Northern pintail duck: The greyhound of the air!

by Don Bartling
| April 2, 2020 1:00 AM

“Advice from a duck; dive into your life, let troubles roll off your back, take time to preen, look beneath the surface, shake your tail feathers and don’t quack up!”


When I visited the McArthur Lake Wildlife Management Area, the Kootenai National Wildlife Refuge and the Boundary Creek/Smith Creek Wildlife Management Area last week I saw many waterfowl migrating north to Alaska and the Arctic tundra.

I was interested to see one species of duck, in particular, that usually migrates first in the spring and fall — “the greyhound of the air,” the northern pintail.

Northern pintails are elegant, long-necked ducks with a slender profile, larger than a green winged teal and smaller than a mallard. The tail is long and pointed, but it is much longer and more prominent on breeding males than on females and non breeding males. In flight, the wings are long and narrow.

Breeding male northern pintails stand out with a gleaming white breast and a white line down their chocolate brown head and neck. Females and males that are molting (eclipse plumage) are mottled in browns and whites with an unmarked pale tan face and a dark bill. In flight, males flash a green speculum (the inner wing feathers or secondaries) and females flash a bronzy speculum.

Northern pintails dabble on the surface of the water and filter out seeds and insects with their bills. The long neck of the pintail allows it to dabble for food that may be up to one foot under water, which is beyond the range of several other dabbling ducks, like mallards. They also waddle at the edges of wetlands and through agricultural fields feeding on grain and insects. They form large groups and readily associate with other ducks during the nonbreeding season.

Northern pintails nest in seasonal wetlands, croplands, grasslands, wet meadows, and shortgrass prairies. They forage in nearby shallow wetlands, lakes, and ponds. They spend the nonbreeding season in similar areas and flooded agricultural fields.

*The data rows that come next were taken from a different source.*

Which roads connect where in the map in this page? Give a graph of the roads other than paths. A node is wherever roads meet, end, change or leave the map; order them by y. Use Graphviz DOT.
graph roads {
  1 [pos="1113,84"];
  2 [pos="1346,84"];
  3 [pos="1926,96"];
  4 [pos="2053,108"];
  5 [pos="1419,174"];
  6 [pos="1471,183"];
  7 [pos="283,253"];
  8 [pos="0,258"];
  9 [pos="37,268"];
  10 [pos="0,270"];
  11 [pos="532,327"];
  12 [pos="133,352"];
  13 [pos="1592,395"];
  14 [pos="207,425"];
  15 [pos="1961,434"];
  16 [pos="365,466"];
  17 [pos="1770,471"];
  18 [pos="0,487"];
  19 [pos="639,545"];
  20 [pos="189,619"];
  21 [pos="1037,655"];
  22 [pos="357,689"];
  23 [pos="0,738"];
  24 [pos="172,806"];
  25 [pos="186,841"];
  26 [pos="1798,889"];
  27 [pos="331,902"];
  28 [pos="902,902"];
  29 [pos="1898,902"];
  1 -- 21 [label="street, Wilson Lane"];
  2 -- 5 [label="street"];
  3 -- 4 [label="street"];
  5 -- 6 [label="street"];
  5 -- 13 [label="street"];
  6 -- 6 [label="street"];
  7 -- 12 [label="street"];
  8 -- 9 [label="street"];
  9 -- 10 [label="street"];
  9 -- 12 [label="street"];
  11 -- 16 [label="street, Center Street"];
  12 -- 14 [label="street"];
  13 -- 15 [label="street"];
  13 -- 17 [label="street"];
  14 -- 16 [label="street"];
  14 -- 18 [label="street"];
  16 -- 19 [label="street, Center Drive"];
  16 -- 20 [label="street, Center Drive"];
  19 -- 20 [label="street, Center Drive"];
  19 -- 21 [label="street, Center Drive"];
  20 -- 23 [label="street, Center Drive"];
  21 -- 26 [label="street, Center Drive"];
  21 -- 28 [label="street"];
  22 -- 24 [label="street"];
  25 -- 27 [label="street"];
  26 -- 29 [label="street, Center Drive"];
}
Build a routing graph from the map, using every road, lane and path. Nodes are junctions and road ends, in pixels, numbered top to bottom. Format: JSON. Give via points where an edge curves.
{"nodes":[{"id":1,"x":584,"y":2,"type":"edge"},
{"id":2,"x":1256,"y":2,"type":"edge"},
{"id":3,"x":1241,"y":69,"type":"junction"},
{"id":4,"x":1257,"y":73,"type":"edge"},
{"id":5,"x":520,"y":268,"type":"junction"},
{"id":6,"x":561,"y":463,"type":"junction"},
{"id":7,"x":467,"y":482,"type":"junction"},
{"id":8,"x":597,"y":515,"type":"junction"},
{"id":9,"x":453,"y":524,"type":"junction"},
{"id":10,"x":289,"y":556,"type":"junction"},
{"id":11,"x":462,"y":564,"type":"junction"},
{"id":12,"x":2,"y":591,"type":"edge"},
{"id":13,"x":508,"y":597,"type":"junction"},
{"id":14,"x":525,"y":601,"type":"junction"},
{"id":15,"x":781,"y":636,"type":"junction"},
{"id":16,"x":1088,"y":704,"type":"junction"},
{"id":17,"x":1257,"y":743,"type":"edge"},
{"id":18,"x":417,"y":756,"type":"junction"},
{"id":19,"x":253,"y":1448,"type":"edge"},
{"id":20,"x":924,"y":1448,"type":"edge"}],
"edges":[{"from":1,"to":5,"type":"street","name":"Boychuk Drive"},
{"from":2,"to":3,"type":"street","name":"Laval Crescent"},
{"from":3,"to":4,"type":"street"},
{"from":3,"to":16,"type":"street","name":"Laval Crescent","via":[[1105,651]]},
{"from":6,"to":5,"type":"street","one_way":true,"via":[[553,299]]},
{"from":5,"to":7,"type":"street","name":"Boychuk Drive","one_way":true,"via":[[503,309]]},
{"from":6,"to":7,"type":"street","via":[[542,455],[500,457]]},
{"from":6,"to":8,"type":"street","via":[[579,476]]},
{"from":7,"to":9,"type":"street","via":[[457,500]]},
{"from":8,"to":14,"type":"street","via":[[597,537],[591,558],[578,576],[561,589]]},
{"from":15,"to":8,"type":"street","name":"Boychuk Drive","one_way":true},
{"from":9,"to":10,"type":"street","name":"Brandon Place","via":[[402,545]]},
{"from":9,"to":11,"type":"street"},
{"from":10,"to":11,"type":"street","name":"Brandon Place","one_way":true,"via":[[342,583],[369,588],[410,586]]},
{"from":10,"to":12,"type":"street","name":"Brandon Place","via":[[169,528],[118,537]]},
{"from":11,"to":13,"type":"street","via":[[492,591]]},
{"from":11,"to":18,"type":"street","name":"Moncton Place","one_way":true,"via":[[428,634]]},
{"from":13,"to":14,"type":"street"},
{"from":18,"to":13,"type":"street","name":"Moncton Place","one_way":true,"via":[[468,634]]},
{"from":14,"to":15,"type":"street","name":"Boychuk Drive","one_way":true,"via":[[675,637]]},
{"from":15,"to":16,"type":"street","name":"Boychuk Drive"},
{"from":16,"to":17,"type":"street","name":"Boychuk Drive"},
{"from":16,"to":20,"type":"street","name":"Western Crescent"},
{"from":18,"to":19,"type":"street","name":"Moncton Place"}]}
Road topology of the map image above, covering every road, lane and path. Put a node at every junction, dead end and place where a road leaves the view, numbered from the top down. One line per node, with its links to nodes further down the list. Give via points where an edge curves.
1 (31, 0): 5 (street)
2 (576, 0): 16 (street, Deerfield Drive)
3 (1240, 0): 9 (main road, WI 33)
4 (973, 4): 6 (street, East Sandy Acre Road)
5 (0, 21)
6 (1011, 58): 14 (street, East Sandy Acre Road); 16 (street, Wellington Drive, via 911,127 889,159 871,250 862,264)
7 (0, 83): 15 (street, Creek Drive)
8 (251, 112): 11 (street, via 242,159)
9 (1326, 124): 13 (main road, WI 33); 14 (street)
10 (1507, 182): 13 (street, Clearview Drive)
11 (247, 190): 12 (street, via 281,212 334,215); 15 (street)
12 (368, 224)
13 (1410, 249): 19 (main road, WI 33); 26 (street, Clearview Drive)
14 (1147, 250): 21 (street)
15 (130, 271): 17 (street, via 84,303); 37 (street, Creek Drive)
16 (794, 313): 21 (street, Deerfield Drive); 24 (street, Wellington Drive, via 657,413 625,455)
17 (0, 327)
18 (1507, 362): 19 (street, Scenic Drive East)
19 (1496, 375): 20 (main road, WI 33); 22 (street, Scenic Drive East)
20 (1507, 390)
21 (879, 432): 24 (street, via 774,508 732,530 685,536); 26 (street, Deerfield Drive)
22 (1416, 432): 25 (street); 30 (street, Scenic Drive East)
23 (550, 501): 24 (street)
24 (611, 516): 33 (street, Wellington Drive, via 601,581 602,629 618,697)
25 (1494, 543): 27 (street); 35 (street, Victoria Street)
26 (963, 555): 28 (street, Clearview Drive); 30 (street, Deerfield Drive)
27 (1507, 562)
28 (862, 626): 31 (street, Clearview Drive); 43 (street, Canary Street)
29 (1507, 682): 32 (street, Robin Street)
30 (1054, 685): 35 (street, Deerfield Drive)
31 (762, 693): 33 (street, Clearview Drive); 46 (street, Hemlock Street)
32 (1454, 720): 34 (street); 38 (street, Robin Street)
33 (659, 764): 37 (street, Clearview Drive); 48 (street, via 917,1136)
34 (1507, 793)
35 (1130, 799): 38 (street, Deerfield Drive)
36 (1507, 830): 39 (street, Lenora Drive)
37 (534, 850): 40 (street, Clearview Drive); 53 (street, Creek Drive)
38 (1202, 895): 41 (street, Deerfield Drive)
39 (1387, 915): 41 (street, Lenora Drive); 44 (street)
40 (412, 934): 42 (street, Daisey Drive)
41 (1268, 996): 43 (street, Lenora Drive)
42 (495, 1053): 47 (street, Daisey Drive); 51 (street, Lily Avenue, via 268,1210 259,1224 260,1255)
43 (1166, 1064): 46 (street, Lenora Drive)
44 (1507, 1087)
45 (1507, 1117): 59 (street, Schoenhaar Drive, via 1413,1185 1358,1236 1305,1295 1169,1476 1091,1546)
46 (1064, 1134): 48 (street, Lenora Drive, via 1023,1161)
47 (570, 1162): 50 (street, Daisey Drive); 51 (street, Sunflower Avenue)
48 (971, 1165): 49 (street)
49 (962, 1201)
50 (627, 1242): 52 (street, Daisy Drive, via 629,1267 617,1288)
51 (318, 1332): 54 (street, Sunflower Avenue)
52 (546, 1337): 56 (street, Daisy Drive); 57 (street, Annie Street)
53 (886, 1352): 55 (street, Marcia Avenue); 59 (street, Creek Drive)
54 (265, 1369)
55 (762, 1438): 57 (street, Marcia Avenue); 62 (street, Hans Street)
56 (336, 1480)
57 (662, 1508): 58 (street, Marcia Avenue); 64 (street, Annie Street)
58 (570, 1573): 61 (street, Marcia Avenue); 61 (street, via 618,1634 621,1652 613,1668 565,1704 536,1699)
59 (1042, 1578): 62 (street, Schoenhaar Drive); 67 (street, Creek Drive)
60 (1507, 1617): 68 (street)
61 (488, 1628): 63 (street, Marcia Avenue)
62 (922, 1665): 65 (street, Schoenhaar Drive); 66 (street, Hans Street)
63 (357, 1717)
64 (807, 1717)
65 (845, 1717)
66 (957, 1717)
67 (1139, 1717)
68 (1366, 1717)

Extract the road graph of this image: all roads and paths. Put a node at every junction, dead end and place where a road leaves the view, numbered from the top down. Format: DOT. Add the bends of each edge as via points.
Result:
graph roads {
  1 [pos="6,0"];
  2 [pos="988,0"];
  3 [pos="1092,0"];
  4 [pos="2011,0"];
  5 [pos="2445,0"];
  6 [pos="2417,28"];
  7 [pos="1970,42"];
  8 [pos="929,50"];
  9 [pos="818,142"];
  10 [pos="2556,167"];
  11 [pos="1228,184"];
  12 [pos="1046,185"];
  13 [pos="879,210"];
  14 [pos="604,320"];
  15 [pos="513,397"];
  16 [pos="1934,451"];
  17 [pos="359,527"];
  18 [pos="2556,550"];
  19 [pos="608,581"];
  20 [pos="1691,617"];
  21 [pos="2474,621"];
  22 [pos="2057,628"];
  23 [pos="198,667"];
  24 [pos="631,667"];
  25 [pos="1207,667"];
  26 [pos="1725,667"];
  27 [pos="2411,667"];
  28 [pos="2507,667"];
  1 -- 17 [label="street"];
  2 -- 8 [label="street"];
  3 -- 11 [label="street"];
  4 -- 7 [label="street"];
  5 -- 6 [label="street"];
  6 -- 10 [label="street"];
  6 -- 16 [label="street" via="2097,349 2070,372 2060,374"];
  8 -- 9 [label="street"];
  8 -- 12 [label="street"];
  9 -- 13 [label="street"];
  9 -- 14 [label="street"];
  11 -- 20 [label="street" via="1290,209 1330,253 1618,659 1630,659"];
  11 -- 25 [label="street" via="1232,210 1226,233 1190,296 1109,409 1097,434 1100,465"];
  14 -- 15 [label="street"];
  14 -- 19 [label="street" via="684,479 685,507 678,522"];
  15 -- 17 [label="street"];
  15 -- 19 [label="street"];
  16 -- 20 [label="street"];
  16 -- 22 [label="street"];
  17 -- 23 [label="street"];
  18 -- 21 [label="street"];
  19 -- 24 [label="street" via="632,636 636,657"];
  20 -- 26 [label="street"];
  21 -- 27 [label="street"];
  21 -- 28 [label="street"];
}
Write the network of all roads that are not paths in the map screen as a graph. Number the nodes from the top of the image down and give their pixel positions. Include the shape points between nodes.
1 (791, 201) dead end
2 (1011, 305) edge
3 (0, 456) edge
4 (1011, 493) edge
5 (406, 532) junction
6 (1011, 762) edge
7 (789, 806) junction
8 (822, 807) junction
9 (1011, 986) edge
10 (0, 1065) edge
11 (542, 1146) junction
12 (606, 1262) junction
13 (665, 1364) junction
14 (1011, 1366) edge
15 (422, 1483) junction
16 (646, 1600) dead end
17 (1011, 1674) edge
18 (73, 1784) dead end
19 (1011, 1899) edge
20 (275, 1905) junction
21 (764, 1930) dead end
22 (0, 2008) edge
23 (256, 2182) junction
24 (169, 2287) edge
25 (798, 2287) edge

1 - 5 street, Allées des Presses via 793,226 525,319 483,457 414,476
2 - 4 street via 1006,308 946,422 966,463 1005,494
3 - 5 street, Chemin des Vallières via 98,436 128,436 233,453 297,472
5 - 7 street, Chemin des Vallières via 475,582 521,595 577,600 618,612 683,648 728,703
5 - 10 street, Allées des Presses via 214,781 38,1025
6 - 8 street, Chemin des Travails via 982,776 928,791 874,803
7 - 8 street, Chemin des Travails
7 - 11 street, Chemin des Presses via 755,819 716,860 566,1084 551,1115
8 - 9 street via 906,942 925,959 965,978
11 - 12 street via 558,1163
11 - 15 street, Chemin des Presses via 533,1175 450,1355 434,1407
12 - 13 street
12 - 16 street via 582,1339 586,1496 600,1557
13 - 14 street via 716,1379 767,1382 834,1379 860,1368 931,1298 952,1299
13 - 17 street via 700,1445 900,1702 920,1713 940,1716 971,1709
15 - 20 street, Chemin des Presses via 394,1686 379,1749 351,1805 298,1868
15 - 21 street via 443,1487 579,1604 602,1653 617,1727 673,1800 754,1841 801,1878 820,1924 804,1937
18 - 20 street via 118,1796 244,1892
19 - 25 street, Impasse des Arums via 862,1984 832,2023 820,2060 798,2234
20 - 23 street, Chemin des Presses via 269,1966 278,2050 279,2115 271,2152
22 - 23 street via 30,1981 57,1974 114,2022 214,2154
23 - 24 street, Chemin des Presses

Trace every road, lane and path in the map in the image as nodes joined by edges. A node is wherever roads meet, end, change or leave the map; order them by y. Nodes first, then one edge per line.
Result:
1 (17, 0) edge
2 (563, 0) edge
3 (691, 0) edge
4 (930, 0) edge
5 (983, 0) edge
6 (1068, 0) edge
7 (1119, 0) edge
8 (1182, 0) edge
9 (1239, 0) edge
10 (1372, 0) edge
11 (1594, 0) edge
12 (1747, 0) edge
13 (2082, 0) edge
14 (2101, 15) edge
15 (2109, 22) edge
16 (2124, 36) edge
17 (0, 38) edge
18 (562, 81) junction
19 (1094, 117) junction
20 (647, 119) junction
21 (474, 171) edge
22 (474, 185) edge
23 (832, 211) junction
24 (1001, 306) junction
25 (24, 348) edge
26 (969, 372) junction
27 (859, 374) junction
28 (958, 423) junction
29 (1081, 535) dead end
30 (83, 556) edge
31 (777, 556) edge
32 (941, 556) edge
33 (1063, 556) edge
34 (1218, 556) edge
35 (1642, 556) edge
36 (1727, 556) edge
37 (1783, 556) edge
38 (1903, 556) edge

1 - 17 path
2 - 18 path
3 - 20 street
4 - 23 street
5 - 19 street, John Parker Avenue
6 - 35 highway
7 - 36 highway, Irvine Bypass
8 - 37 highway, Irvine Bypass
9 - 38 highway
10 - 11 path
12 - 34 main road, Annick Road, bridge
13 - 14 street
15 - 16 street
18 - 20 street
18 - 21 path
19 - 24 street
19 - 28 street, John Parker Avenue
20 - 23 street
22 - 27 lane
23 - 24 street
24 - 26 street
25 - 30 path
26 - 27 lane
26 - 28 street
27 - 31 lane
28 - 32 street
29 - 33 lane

The Northern pintail duck (Anas acuta) gets its nickname “the greyhound of the air” due to their swift and elegant appearance in flight and are capable of flying up to 65 miles per hour. The pintail is a medium to large sized migratory duck that gets its name from the long tail feathers found on the male of the species, which may measure up to ¼ of the Pintail Drake’s length.

Pintail ducks are not very vocal most of the time, but when they are, the females vocalization is a hoarse “quack,” while the males is a whistle-like “kwee” sound.

The northern pintail has a wider range than any other duck. They have been found on every continent except Antarctica, and are known to winter and breed on all continents except for Australia and Antarctica. They can be found throughout North America, and have breeding grounds in Alaska, Canada, the west coast, and the central and northern portions of the United States.

Northern pintails (also known as “sprig,” “spike” and “spiketail”) are enduring fliers and are known to make trans-Atlantic flights, as birds tagged on the east coast of North America have been found days later in Europe.

The oldest recorded age of a pintail duck is 27 years, five months.

Whenever possible get outside and enjoy the outdoors!


Northern pintail ducks are swift flyers, flying at speeds up to 65 miles per hour.